Segment Open
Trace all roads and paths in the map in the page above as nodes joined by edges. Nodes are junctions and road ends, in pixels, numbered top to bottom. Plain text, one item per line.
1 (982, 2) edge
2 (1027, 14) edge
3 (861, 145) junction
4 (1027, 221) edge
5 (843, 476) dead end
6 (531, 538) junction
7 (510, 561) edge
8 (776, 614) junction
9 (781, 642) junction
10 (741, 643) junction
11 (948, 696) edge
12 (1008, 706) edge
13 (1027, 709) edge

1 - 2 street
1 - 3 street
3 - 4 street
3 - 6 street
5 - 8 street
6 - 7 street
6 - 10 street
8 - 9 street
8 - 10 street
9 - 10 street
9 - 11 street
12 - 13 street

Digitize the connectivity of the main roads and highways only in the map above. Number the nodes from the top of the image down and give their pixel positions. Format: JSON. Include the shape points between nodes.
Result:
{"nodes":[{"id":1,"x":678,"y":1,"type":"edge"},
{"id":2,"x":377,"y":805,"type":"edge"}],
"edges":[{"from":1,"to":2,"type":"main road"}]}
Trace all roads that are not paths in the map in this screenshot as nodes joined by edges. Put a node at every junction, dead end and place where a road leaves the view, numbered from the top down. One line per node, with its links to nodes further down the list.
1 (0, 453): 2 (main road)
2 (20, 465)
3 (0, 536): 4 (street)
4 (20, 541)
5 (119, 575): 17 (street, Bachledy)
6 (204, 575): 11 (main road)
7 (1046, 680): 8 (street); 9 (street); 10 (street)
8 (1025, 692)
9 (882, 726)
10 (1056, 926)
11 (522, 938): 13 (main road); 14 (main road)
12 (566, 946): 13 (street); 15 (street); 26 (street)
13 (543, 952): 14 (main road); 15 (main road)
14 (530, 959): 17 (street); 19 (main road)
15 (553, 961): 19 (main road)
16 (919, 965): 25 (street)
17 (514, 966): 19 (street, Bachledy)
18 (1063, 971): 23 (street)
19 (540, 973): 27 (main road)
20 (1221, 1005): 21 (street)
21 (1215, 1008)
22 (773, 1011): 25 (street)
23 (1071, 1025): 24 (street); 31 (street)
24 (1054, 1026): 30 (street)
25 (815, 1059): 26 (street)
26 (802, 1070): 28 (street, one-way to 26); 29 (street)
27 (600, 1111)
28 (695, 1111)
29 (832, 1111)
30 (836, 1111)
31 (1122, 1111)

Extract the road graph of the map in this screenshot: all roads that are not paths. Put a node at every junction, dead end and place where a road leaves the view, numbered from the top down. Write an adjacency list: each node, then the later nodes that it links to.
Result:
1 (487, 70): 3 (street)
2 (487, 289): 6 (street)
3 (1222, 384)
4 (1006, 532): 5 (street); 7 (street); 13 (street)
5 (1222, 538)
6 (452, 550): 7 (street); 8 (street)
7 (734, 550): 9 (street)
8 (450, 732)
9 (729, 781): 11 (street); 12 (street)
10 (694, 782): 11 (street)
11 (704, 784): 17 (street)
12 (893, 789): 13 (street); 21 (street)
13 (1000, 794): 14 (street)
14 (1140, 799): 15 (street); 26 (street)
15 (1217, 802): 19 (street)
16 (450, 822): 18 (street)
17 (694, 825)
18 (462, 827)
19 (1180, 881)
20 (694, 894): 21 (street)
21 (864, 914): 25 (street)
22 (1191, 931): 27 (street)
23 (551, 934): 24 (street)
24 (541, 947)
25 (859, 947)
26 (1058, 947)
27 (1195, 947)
Segment Closed
- Directions for this task -
Copy out the entire material verbatim.

- Response to the exercise -
Trace all roads and paths in the map in the page above as nodes joined by edges. Nodes are junctions and road ends, in pixels, numbered top to bottom. Plain text, one item per line.
1 (982, 2) edge
2 (1027, 14) edge
3 (861, 145) junction
4 (1027, 221) edge
5 (843, 476) dead end
6 (531, 538) junction
7 (510, 561) edge
8 (776, 614) junction
9 (781, 642) junction
10 (741, 643) junction
11 (948, 696) edge
12 (1008, 706) edge
13 (1027, 709) edge

1 - 2 street
1 - 3 street
3 - 4 street
3 - 6 street
5 - 8 street
6 - 7 street
6 - 10 street
8 - 9 street
8 - 10 street
9 - 10 street
9 - 11 street
12 - 13 street

Digitize the connectivity of the main roads and highways only in the map above. Number the nodes from the top of the image down and give their pixel positions. Format: JSON. Include the shape points between nodes.
Result:
{"nodes":[{"id":1,"x":678,"y":1,"type":"edge"},
{"id":2,"x":377,"y":805,"type":"edge"}],
"edges":[{"from":1,"to":2,"type":"main road"}]}
Trace all roads that are not paths in the map in this screenshot as nodes joined by edges. Put a node at every junction, dead end and place where a road leaves the view, numbered from the top down. One line per node, with its links to nodes further down the list.
1 (0, 453): 2 (main road)
2 (20, 465)
3 (0, 536): 4 (street)
4 (20, 541)
5 (119, 575): 17 (street, Bachledy)
6 (204, 575): 11 (main road)
7 (1046, 680): 8 (street); 9 (street); 10 (street)
8 (1025, 692)
9 (882, 726)
10 (1056, 926)
11 (522, 938): 13 (main road); 14 (main road)
12 (566, 946): 13 (street); 15 (street); 26 (street)
13 (543, 952): 14 (main road); 15 (main road)
14 (530, 959): 17 (street); 19 (main road)
15 (553, 961): 19 (main road)
16 (919, 965): 25 (street)
17 (514, 966): 19 (street, Bachledy)
18 (1063, 971): 23 (street)
19 (540, 973): 27 (main road)
20 (1221, 1005): 21 (street)
21 (1215, 1008)
22 (773, 1011): 25 (street)
23 (1071, 1025): 24 (street); 31 (street)
24 (1054, 1026): 30 (street)
25 (815, 1059): 26 (street)
26 (802, 1070): 28 (street, one-way to 26); 29 (street)
27 (600, 1111)
28 (695, 1111)
29 (832, 1111)
30 (836, 1111)
31 (1122, 1111)

Extract the road graph of the map in this screenshot: all roads that are not paths. Put a node at every junction, dead end and place where a road leaves the view, numbered from the top down. Write an adjacency list: each node, then the later nodes that it links to.
Result:
1 (487, 70): 3 (street)
2 (487, 289): 6 (street)
3 (1222, 384)
4 (1006, 532): 5 (street); 7 (street); 13 (street)
5 (1222, 538)
6 (452, 550): 7 (street); 8 (street)
7 (734, 550): 9 (street)
8 (450, 732)
9 (729, 781): 11 (street); 12 (street)
10 (694, 782): 11 (street)
11 (704, 784): 17 (street)
12 (893, 789): 13 (street); 21 (street)
13 (1000, 794): 14 (street)
14 (1140, 799): 15 (street); 26 (street)
15 (1217, 802): 19 (street)
16 (450, 822): 18 (street)
17 (694, 825)
18 (462, 827)
19 (1180, 881)
20 (694, 894): 21 (street)
21 (864, 914): 25 (street)
22 (1191, 931): 27 (street)
23 (551, 934): 24 (street)
24 (541, 947)
25 (859, 947)
26 (1058, 947)
27 (1195, 947)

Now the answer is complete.